Social media exploded in the aftermath of the announcement, with #FreddieGray becoming a trending topic on Twitter.
Bates said Mosby’s office declined assistance that was offered by the Maryland State Police and the Federal Bureau of Investigation.
Serving this week as secretary at the Democratic National Convention in Philadelphia, Baltimore Mayor Stephanie Rawlings-Blake said in a statement the Baltimore Police Department will still complete an administrative review of each officer involved.
Was she right to drop the charges?
Mosby said without the help of an independent investigating agency and a say in whether the cases go before a judge or a jury, no matter how many times she tried these cases, the result would still be the same.
A woman walks past a mural of Freddie Gray in Baltimore.
But speaking afterwards, State Attorney Marilyn Mosby defended her decision to prosecute, saying she stood by her belief that Mr Gray’s death was a homicide.
After a brief court hearing, Mosby spoke in the West Baltimore neighborhood where Gray had been arrested and described her decision to drop the charges as “agonizing”. Rice brought suit on May 2, alleging false arrest, false imprisonment, and defamation, among other counts.

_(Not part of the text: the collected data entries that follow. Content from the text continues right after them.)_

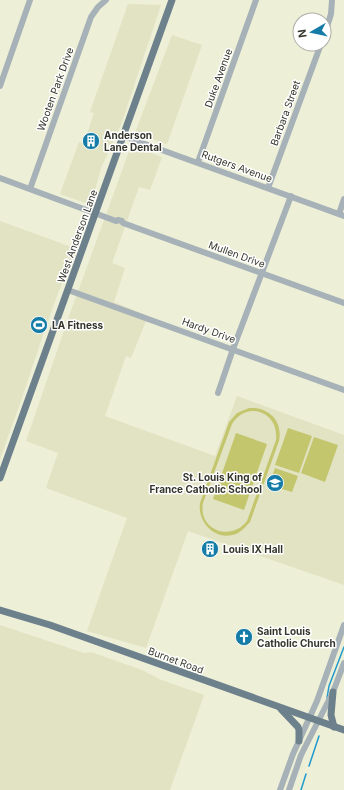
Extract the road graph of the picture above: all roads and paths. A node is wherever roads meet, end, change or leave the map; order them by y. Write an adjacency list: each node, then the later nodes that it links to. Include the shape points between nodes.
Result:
1 (30, 0): 8 (street)
2 (106, 0): 13 (street, Wooten Park Drive, via 91,17)
3 (172, 0): 9 (main road, West Anderson Lane)
4 (256, 0): 10 (street, Duke Avenue)
5 (332, 0): 6 (street)
6 (332, 12)
7 (318, 52): 12 (street, Barbara Street)
8 (0, 86)
9 (124, 136): 10 (street, Rutgers Avenue); 16 (main road, West Anderson Lane)
10 (198, 162): 12 (street, Rutgers Avenue)
11 (0, 178): 13 (street, Mullen Drive)
12 (268, 188): 14 (street, Rutgers Avenue)
13 (30, 189): 16 (street, Mullen Drive)
14 (291, 196): 17 (street, Rutgers Avenue); 18 (street)
15 (344, 199): 17 (street)
16 (96, 214): 18 (street, Mullen Drive, via 122,221 123,224); 19 (main road, West Anderson Lane)
17 (341, 215)
18 (262, 273): 20 (street, Mullen Drive); 21 (street)
19 (68, 290): 21 (street, Hardy Drive); 24 (main road, West Anderson Lane)
20 (344, 303)
21 (233, 349): 22 (street, Hardy Drive); 23 (street)
22 (344, 390)
23 (218, 393)
24 (0, 478)
25 (0, 610): 30 (main road, Burnet Road, via 50,625)
26 (344, 625): 27 (street)
27 (343, 632): 31 (street)
28 (344, 663): 29 (street)
29 (333, 692): 32 (street); 33 (main road, via 331,715)
30 (278, 706): 31 (main road, Burnet Road); 35 (main road, via 296,723)
31 (309, 718): 32 (main road, Burnet Road); 35 (street)
32 (318, 721): 33 (main road, Burnet Road); 37 (street, via 300,755)
33 (334, 727): 34 (main road, Burnet Road)
34 (344, 730)
35 (299, 741): 36 (street)
36 (280, 790)
37 (289, 790)

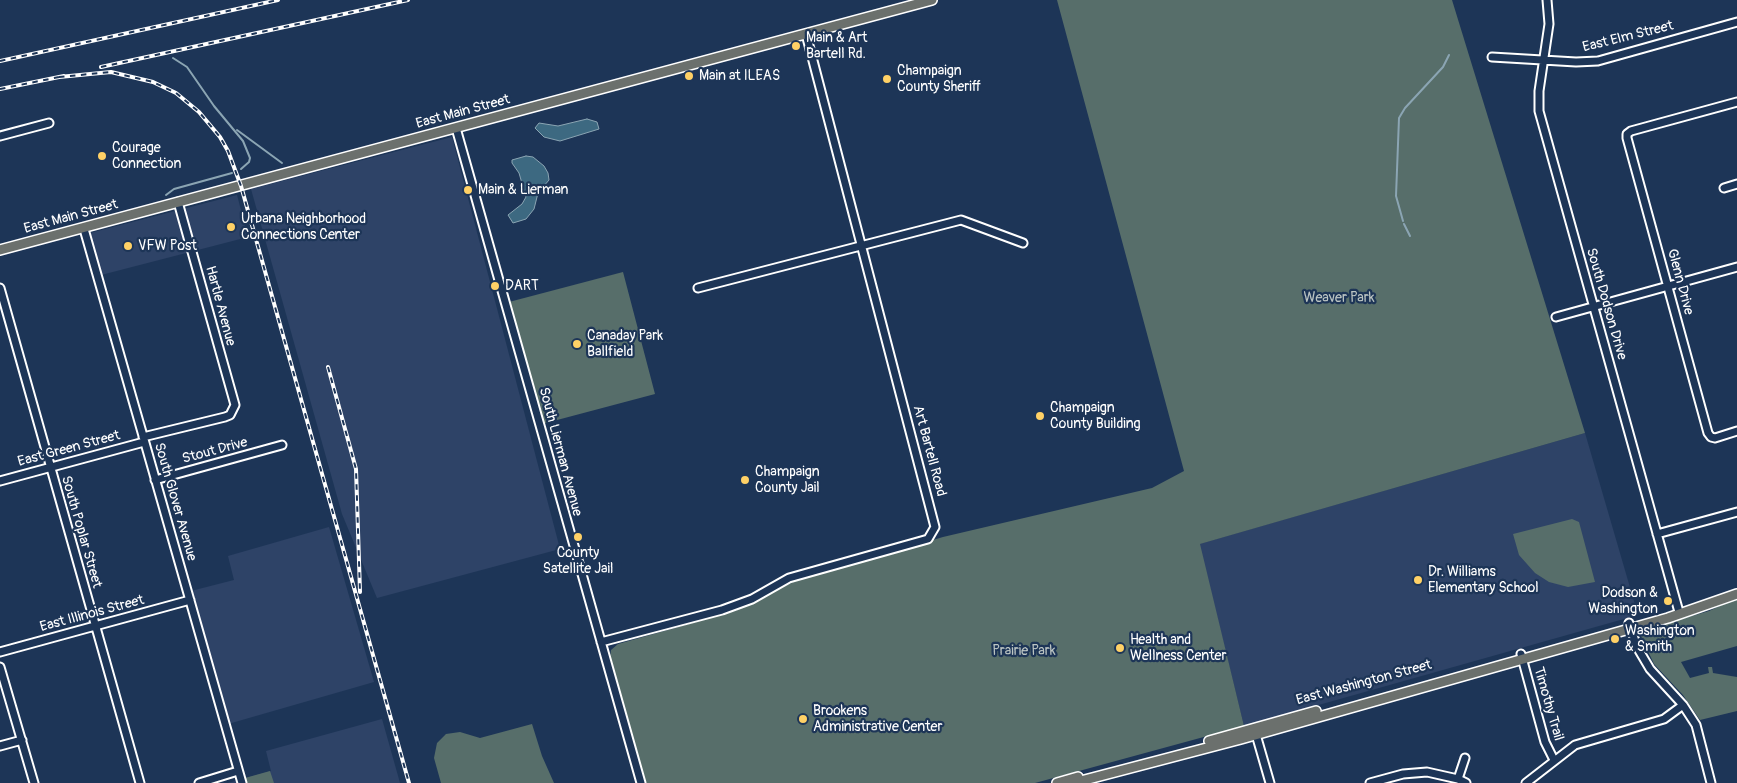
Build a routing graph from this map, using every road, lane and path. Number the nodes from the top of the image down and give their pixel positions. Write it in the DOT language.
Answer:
graph roads {
  1 [pos="932,0"];
  2 [pos="1547,0"];
  3 [pos="1737,22"];
  4 [pos="806,34"];
  5 [pos="1492,56"];
  6 [pos="1543,60"];
  7 [pos="1737,102"];
  8 [pos="49,123"];
  9 [pos="456,128"];
  10 [pos="0,136"];
  11 [pos="1737,184"];
  12 [pos="1724,188"];
  13 [pos="178,202"];
  14 [pos="84,228"];
  15 [pos="1023,243"];
  16 [pos="862,246"];
  17 [pos="0,250"];
  18 [pos="1737,267"];
  19 [pos="1668,286"];
  20 [pos="0,288"];
  21 [pos="698,288"];
  22 [pos="1594,307"];
  23 [pos="1556,317"];
  24 [pos="230,415"];
  25 [pos="1737,432"];
  26 [pos="144,440"];
  27 [pos="282,445"];
  28 [pos="50,468"];
  29 [pos="155,480"];
  30 [pos="0,481"];
  31 [pos="1737,512"];
  32 [pos="1657,534"];
  33 [pos="1737,594"];
  34 [pos="190,600"];
  35 [pos="1679,612"];
  36 [pos="1630,625"];
  37 [pos="94,626"];
  38 [pos="601,642"];
  39 [pos="0,652"];
  40 [pos="1522,656"];
  41 [pos="0,667"];
  42 [pos="1683,705"];
  43 [pos="1255,731"];
  44 [pos="22,740"];
  45 [pos="0,746"];
  46 [pos="1465,758"];
  47 [pos="1554,760"];
  48 [pos="238,771"];
  49 [pos="1458,779"];
  50 [pos="34,783"];
  51 [pos="140,783"];
  52 [pos="199,783"];
  53 [pos="242,783"];
  54 [pos="641,783"];
  55 [pos="1056,783"];
  56 [pos="1073,783"];
  57 [pos="1270,783"];
  58 [pos="1370,783"];
  59 [pos="1466,783"];
  60 [pos="1526,783"];
  61 [pos="1711,783"];
  1 -- 4 [label="main road, East Main Street"];
  2 -- 6 [label="street, South Dodson Drive"];
  3 -- 6 [label="street, East Elm Street"];
  4 -- 9 [label="main road, East Main Street"];
  4 -- 16 [label="street, Art Bartell Road"];
  5 -- 6 [label="street, East Elm Street"];
  6 -- 22 [label="street, South Dodson Drive"];
  7 -- 19 [label="street, Glenn Drive"];
  8 -- 10 [label="street"];
  9 -- 13 [label="main road, East Main Street"];
  9 -- 38 [label="street, South Lierman Avenue"];
  11 -- 12 [label="street"];
  13 -- 14 [label="main road, East Main Street"];
  13 -- 24 [label="street, Hartle Avenue"];
  14 -- 17 [label="main road, East Main Street"];
  14 -- 26 [label="street, South Glover Avenue"];
  15 -- 16 [label="street"];
  16 -- 21 [label="street"];
  16 -- 38 [label="street, Art Bartell Road"];
  18 -- 19 [label="street"];
  19 -- 22 [label="street"];
  19 -- 25 [label="street, Glenn Drive"];
  20 -- 28 [label="street, South Poplar Street"];
  22 -- 23 [label="street"];
  22 -- 32 [label="street, South Dodson Drive"];
  24 -- 26 [label="street, East Green Street"];
  26 -- 28 [label="street, East Green Street"];
  26 -- 29 [label="street, South Glover Avenue"];
  27 -- 29 [label="street, Stout Drive"];
  28 -- 30 [label="street, East Green Street"];
  28 -- 37 [label="street, South Poplar Street"];
  29 -- 34 [label="street, South Glover Avenue"];
  31 -- 32 [label="street"];
  32 -- 35 [label="street, South Dodson Drive"];
  33 -- 35 [label="main road, East Washington Street"];
  34 -- 37 [label="street, East Illinois Street"];
  34 -- 48 [label="street, South Glover Avenue"];
  35 -- 36 [label="main road, East Washington Street"];
  36 -- 40 [label="main road, East Washington Street"];
  36 -- 42 [label="street"];
  37 -- 39 [label="street, East Illinois Street"];
  37 -- 51 [label="street, South Poplar Street"];
  38 -- 54 [label="street, South Lierman Avenue"];
  40 -- 43 [label="main road, East Washington Street"];
  40 -- 47 [label="street, Timothy Trail"];
  41 -- 44 [label="street"];
  42 -- 47 [label="street"];
  42 -- 61 [label="street"];
  43 -- 55 [label="main road, East Washington Street"];
  43 -- 56 [label="main road, East Washington Street"];
  43 -- 57 [label="street"];
  44 -- 45 [label="street"];
  44 -- 50 [label="street"];
  46 -- 49 [label="street"];
  47 -- 60 [label="street"];
  48 -- 52 [label="street"];
  48 -- 53 [label="street, South Glover Avenue"];
  49 -- 58 [label="street"];
  49 -- 59 [label="street"];
}
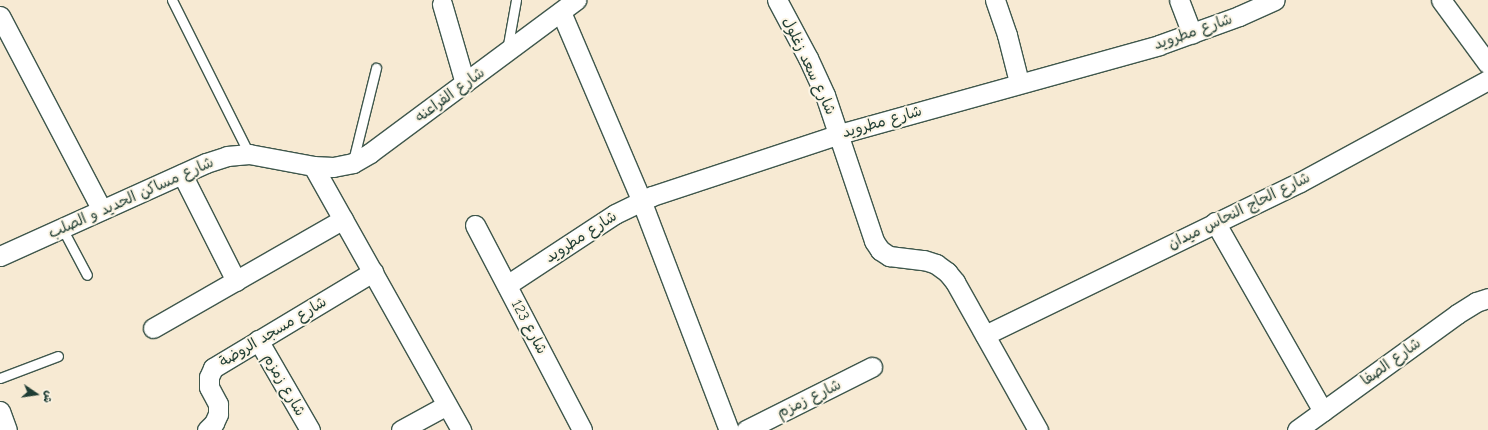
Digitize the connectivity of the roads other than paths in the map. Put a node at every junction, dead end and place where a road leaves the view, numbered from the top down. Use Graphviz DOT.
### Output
graph roads {
  1 [pos="172,0"];
  2 [pos="516,0"];
  3 [pos="576,0"];
  4 [pos="777,0"];
  5 [pos="995,0"];
  6 [pos="1178,0"];
  7 [pos="1275,0"];
  8 [pos="1441,0"];
  9 [pos="441,2"];
  10 [pos="561,12"];
  11 [pos="0,16"];
  12 [pos="1192,34"];
  13 [pos="506,53"];
  14 [pos="1488,64"];
  15 [pos="376,68"];
  16 [pos="1488,80"];
  17 [pos="1018,82"];
  18 [pos="465,83"];
  19 [pos="839,134"];
  20 [pos="249,154"];
  21 [pos="353,162"];
  22 [pos="313,166"];
  23 [pos="182,174"];
  24 [pos="641,200"];
  25 [pos="102,210"];
  26 [pos="343,219"];
  27 [pos="1215,222"];
  28 [pos="475,225"];
  29 [pos="62,228"];
  30 [pos="0,256"];
  31 [pos="373,272"];
  32 [pos="88,275"];
  33 [pos="236,281"];
  34 [pos="507,286"];
  35 [pos="1488,298"];
  36 [pos="153,328"];
  37 [pos="985,335"];
  38 [pos="258,340"];
  39 [pos="58,356"];
  40 [pos="872,367"];
  41 [pos="0,378"];
  42 [pos="447,405"];
  43 [pos="0,411"];
  44 [pos="1323,411"];
  45 [pos="7,430"];
  46 [pos="207,430"];
  47 [pos="310,430"];
  48 [pos="401,430"];
  49 [pos="461,430"];
  50 [pos="582,430"];
  51 [pos="729,430"];
  52 [pos="746,430"];
  53 [pos="1038,430"];
  54 [pos="1297,430"];
  1 -- 20 [label="lane"];
  2 -- 13 [label="lane"];
  3 -- 10 [label="street, شارع الفراعنه"];
  4 -- 19 [label="street, شارع سعد زغلول"];
  5 -- 17 [label="street"];
  6 -- 12 [label="street"];
  7 -- 12 [label="street, شارع مطرويد"];
  8 -- 14 [label="street"];
  9 -- 18 [label="street"];
  10 -- 13 [label="street, شارع الفراعنه"];
  10 -- 24 [label="street"];
  11 -- 25 [label="street"];
  12 -- 17 [label="street, شارع مطرويد"];
  13 -- 18 [label="street, شارع الفراعنه"];
  15 -- 21 [label="lane"];
  16 -- 27 [label="street, شارع الحاج النحاس ميدان"];
  17 -- 19 [label="street, شارع مطرويد"];
  18 -- 21 [label="street, شارع الفراعنه"];
  19 -- 24 [label="street, شارع مطرويد"];
  19 -- 37 [label="street, شارع سعد زغلول"];
  20 -- 22 [label="street, شارع مساكن الحديد و الصلب"];
  20 -- 23 [label="street, شارع مساكن الحديد و الصلب"];
  21 -- 22 [label="street, شارع الفراعنه"];
  22 -- 26 [label="street"];
  23 -- 25 [label="street, شارع مساكن الحديد و الصلب"];
  23 -- 33 [label="street"];
  24 -- 34 [label="street, شارع مطرويد"];
  24 -- 51 [label="street"];
  25 -- 29 [label="street, شارع مساكن الحديد و الصلب"];
  26 -- 31 [label="street"];
  26 -- 33 [label="street"];
  27 -- 37 [label="street, شارع الحاج النحاس ميدان"];
  27 -- 44 [label="street"];
  28 -- 34 [label="street, شارع 123"];
  29 -- 30 [label="street, شارع مساكن الحديد و الصلب"];
  29 -- 32 [label="lane"];
  31 -- 38 [label="street, شارع مسجد الروضة"];
  31 -- 42 [label="street"];
  33 -- 36 [label="street"];
  34 -- 50 [label="street, شارع 123"];
  35 -- 44 [label="street, شارع الصفا"];
  37 -- 53 [label="street, شارع سعد زغلول"];
  38 -- 46 [label="street, شارع مسجد الروضة"];
  38 -- 47 [label="street, شارع زمزم"];
  39 -- 41 [label="lane"];
  40 -- 52 [label="street, شارع زمزم"];
  42 -- 48 [label="street"];
  42 -- 49 [label="street"];
  43 -- 45 [label="street"];
  44 -- 54 [label="street, شارع الصفا"];
}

Marilyn Mosby speaks at a July 27, 2016 press conference about Freddie Gray’s death.
Lt. Gene Ryan, the FOP president, said “justice has been done”. Gray’s family lawyer, Billy Murphy, stated that the family’s goal to file charges failed to achieve the necessary consequences for, yet another case of police brutality in Baltimore. But with one news conference, Mosby did what other officials could not: Give black residents who routinely complained of discrimination from law enforcement the hope that justice may be coming. She said the charges she brought were not an indictment of the entire Baltimore Police Department, but she also broadly condemned the actions and testimony of some officers involved in Gray’s arrest or in the department’s investigation of the incident – alleging “consistent bias” at “every stage”. “She had her own agenda”, he said.
This month, the defense alleged in court filings that Michael Schatzow, the chief deputy state’s attorney, had improperly continued to discuss Miller’s case with the new prosecutors.
“Baltimore is struggling with a variety of issues that urban America is struggling with”, he says. “We also have to recognize that on May 1, 2015, that’s when the nightmare began for all these officers”.
He said the state’s attorney’s office had a “clean team” that was not exposed to the immunized testimony and a “filter team” ensuring the former wasn’t exposed to any evidence derived from that testimony. They are still subject to internal investigations. These individuals and officers were neutral.
Instead, Mosby blamed the lack of convictions on police who were uncooperative through the course of the investigation. Meanwhile, the city settled a $6.4 million civil claim with the Gray family. Miller was charged with second-degree assault, misconduct in office and reckless endangerment.
Advertisement
A retrial against Porter had been scheduled after a jury deadlocked in the case against him in December.